The half-crazy super is sorting the garbage as I'm coming back into the building and waylays me with an obscenity-heavy disquisition on the garbage and recycling iniquities of the other superintendents on the block. The lecture is so intricate that, in the final analysis, I'm unable to figure out whether he supports a regime of recycling, with its rules and sorting requirements, or not. I gather, at least, that "in the 70s" the building's waste bags were impossibly heavy, bulging with every kind of thing. I also gather that the sanitation patrol people exercise their fining powers with vengeful pettiness. The super lauds their efforts for the most part, even as he expresses bitter resignation at the fact of their powers. But in the case of a fellow super – "a fucking idiot" who argued with a sanitation patrolman, who then radioed an NYPD car and lied to the real cops about "the idiot" having put hands on him – my guy's attitude turns to bitter hatred of the authorities.

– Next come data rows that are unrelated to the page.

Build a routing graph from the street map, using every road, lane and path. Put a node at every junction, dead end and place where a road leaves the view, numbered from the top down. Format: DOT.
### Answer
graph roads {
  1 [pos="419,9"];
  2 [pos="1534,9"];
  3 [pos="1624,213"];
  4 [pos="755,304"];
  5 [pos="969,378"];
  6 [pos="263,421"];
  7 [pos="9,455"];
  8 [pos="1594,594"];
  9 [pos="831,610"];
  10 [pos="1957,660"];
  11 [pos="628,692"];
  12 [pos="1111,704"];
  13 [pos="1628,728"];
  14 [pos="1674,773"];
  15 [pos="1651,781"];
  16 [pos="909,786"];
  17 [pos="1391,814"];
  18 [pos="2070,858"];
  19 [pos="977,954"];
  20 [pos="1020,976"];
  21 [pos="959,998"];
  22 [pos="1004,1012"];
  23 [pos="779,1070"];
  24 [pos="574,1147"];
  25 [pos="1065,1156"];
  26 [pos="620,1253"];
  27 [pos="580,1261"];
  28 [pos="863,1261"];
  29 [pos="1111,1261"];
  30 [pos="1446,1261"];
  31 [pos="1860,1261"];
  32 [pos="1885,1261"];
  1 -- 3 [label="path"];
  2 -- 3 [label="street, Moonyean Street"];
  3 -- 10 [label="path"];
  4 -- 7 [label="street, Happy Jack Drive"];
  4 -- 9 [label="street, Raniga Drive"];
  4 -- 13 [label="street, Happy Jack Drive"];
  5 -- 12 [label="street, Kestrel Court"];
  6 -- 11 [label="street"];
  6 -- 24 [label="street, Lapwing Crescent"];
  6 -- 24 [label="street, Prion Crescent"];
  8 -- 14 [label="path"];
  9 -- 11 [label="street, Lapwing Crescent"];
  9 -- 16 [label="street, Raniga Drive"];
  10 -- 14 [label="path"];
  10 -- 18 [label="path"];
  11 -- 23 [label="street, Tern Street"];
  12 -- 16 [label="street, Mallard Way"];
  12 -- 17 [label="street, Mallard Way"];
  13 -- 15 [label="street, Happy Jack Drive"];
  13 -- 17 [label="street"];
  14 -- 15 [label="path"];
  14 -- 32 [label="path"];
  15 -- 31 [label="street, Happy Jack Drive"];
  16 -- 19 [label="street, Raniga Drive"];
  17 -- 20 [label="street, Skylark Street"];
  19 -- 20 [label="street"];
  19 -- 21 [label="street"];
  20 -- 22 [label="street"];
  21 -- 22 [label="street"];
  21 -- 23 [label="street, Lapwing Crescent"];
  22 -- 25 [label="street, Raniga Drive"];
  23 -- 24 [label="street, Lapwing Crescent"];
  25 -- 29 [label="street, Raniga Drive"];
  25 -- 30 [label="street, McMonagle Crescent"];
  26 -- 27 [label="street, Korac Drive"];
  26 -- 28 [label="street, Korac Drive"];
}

Later in our "conversation," he describes a woman who liked to dump her household garbage in the public basket on the corner. A sanitation patrolman patiently stakes out the location, then catches her redhanded one morning and writes the ticket. With a shake of his head, the super stabs the air with his voice like a dull knife: "100 bucks!"
"Well," I circumspect, "the city has to make money somehow."
"No. This city is never satisfied. Not in a million years."